One important point to consider is that unused prepaid mobile credit expires, but this takes a different amount of time based on the operator and on the size of your last recharge. If you have no credit on your phone, you will still be able to receive calls, but after a time that can vary between four months and a year the line will expire and you will lose your number. As for the actual prepaid mobile providers, Virgin Mobile is probably the best overall operator, and its customer service is also quite good. Pay-as-you-go cards are very convenient. Unused credit only rolls over for 30 days though, and only if you top up some more.

T-Mobile is one of the few operators offering nice handsets together with prepaid mobile contracts, so if you would like a new multimedia phone rather than a basic device, this is the best carrier. If you top your pay as you go credit up in chunks of 100$, they will last a whole year.

TracFone offers nice phones too, if somewhat more basic, and generally the call quality is very good. Prices are similar to T-Mobile, around 20 cents a minute depending on the prepaid mobile top-up amounts. MetroPCS’s prepaid mobile pricing is quite good, especially if your calls are mostly in-state. It is to be avoided, though, if you are often in states other than your home state, or abroad.

Cingular is great for occasional prepaid mobile use, as the calls are very cheap at 10 cents a minute, although they also charge you a dollar every day that you will make calls with your prepaid mobile.

While communicating on your cell phone can now be considered a basic human necessity, scoring you as an ongoing customer is a business need for a sea cell of phone companies competing for your wireless dollar.

Is a monthly contract for one or two years right for you or might no-contract prepaid wireless be your holy grail instead? The Benefits of Prepaid Wireless

The first most commonly cited advantage of prepaid or pay-as-you-go wireless is not being bound by a monthly service contract.
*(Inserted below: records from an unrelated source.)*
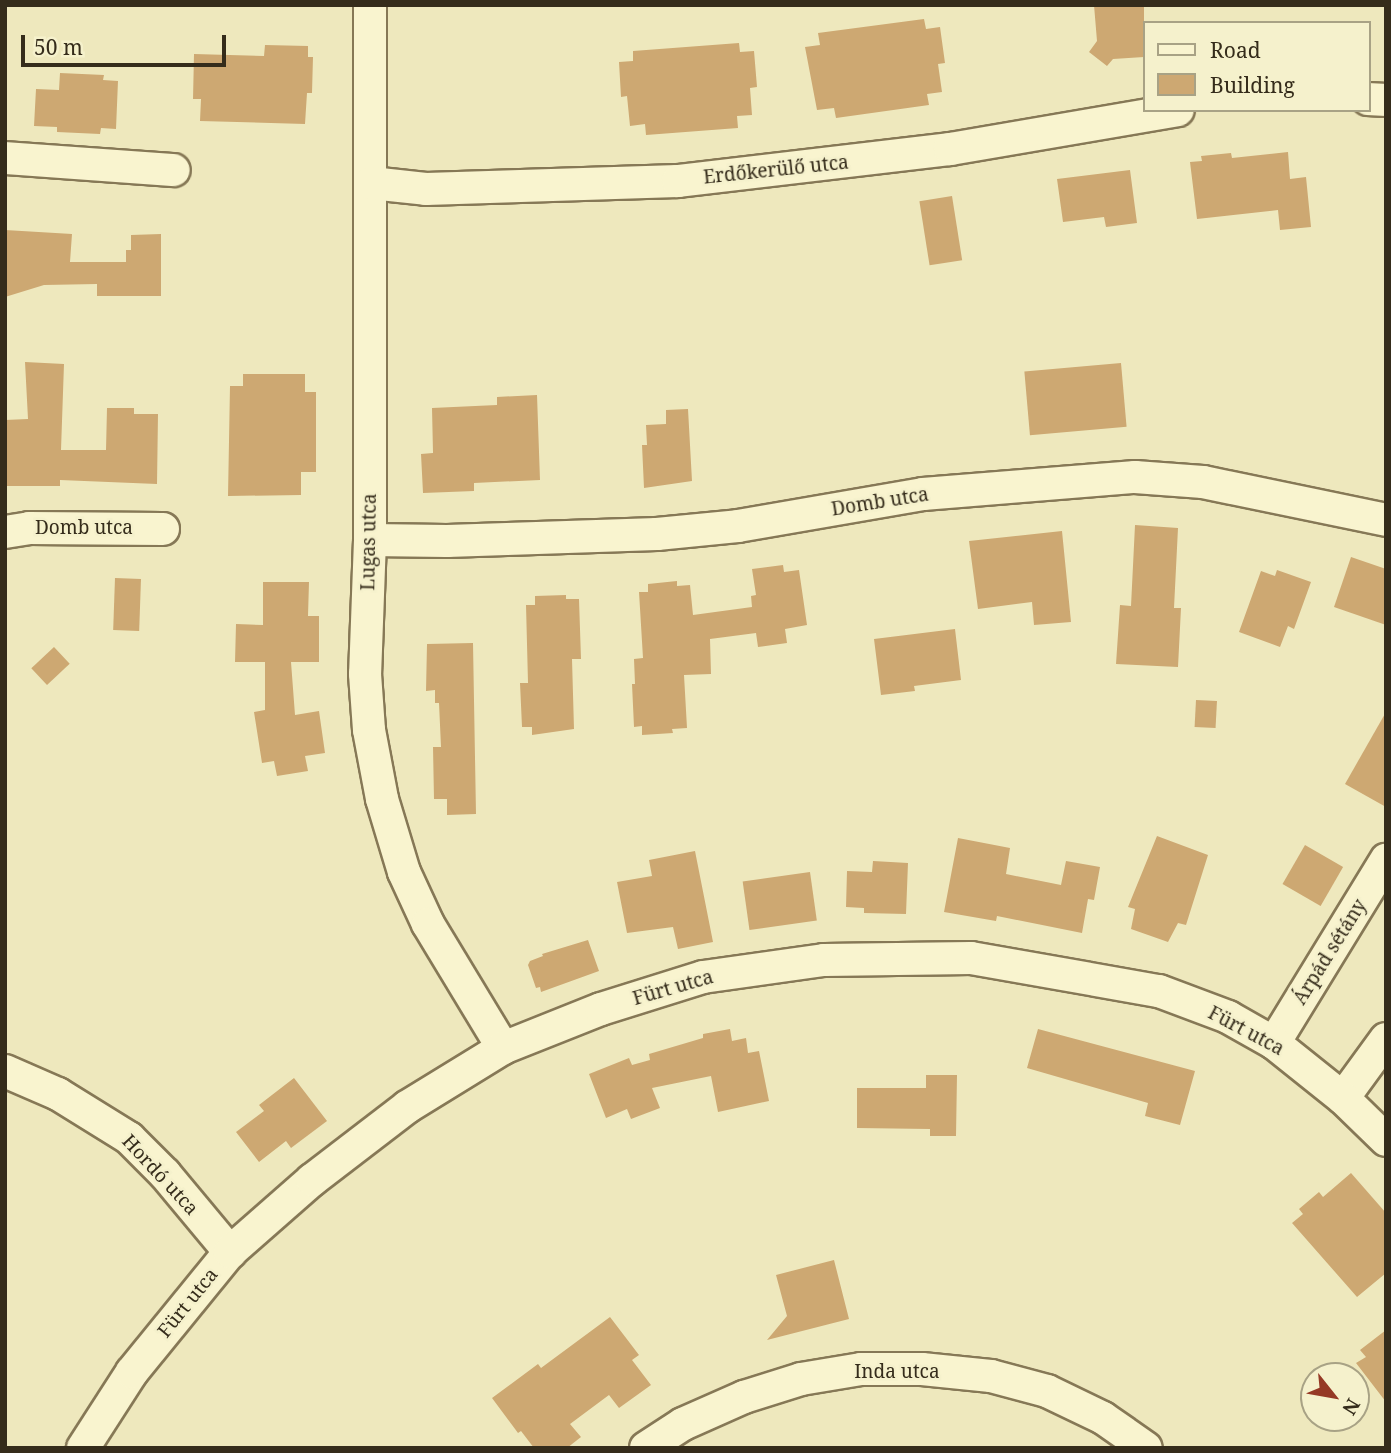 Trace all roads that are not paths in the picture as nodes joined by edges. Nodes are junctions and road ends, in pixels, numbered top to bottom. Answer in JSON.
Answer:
{"nodes":[{"id":1,"x":370,"y":5,"type":"edge"},
{"id":2,"x":1166,"y":112,"type":"edge"},
{"id":3,"x":5,"y":158,"type":"edge"},
{"id":4,"x":174,"y":170,"type":"dead end"},
{"id":5,"x":371,"y":183,"type":"junction"},
{"id":6,"x":1386,"y":520,"type":"edge"},
{"id":7,"x":163,"y":529,"type":"dead end"},
{"id":8,"x":5,"y":532,"type":"edge"},
{"id":9,"x":370,"y":540,"type":"junction"},
{"id":10,"x":1386,"y":860,"type":"edge"},
{"id":11,"x":1386,"y":1039,"type":"edge"},
{"id":12,"x":1274,"y":1043,"type":"junction"},
{"id":13,"x":503,"y":1048,"type":"junction"},
{"id":14,"x":5,"y":1071,"type":"edge"},
{"id":15,"x":1343,"y":1098,"type":"junction"},
{"id":16,"x":1386,"y":1140,"type":"edge"},
{"id":17,"x":230,"y":1252,"type":"junction"},
{"id":18,"x":83,"y":1448,"type":"edge"},
{"id":19,"x":646,"y":1448,"type":"edge"},
{"id":20,"x":1146,"y":1448,"type":"edge"}],
"edges":[{"from":1,"to":5,"type":"street","name":"Lugas utca"},
{"from":2,"to":5,"type":"street","name":"Erdőkerülő utca"},
{"from":3,"to":4,"type":"street"},
{"from":5,"to":9,"type":"street","name":"Lugas utca"},
{"from":6,"to":9,"type":"street","name":"Domb utca"},
{"from":7,"to":8,"type":"street","name":"Domb utca"},
{"from":9,"to":13,"type":"street","name":"Lugas utca"},
{"from":10,"to":12,"type":"street","name":"Árpád sétány"},
{"from":11,"to":15,"type":"street"},
{"from":12,"to":13,"type":"street","name":"Fürt utca"},
{"from":12,"to":15,"type":"street","name":"Fürt utca"},
{"from":13,"to":17,"type":"street","name":"Fürt utca"},
{"from":14,"to":17,"type":"street","name":"Hordó utca"},
{"from":15,"to":16,"type":"street","name":"Fürt utca"},
{"from":17,"to":18,"type":"street","name":"Fürt utca"},
{"from":19,"to":20,"type":"street","name":"Inda utca"}]}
U.S. cell phone service carriers have been binding customers to contracts for years and penalizing them for early termination fees in the amount of $150 or $200. Such carriers then discount the cost of their cell phones when a customer is willing to commit to a contract. A second primary benefit of prepaid wireless is that there are no credit checks required. Especially in uncertain economic times, many Americans have found their “excellent” credit slip or many might not have had such stellar credit in the first place.

Prepaid wireless companies are willing to call you a customer even without a contract because you’re doing just what the name implies: paying for your minutes in advance. Even with no contract and the ability to bolt at any time, prepaid companies are willing to remain blissfully ignorant about your credit because they know you’ll be paying in advance for whatever you plan to use.

The Potential Drawbacks of Prepaid Wireless

On contract-based plans, your minutes don’t “expire”. With prepaid wireless, though, you often need to use what you buy. If you don’t, they can expire. Make sure to read the fine print before selecting a prepaid wireless plan to understand if your minutes will expire and when. Analysis: Prepaid Wireless vs. Monthly Contract Plans

So when would prepaid save you money over contract-based plans and vice versa? We’ll now put that very question to the test by comparing many plans from various cell phone service carriers. With data current as of Feb. 16, 2009, this analysis takes such a comparison a step further than an earlier analysis of Virgin Mobile versus Verizon Wireless.

Virgin Mobile is often synonymous with prepaid wireless and oftentimes pops into the minds of consumers first when considering such a route. Why? The hip company keeps its pay-as-you-go-pricing low, doesn’t require commitments and (unlike the warning mentioned above for typical cases) even allows your prepaid minutes to roll forward.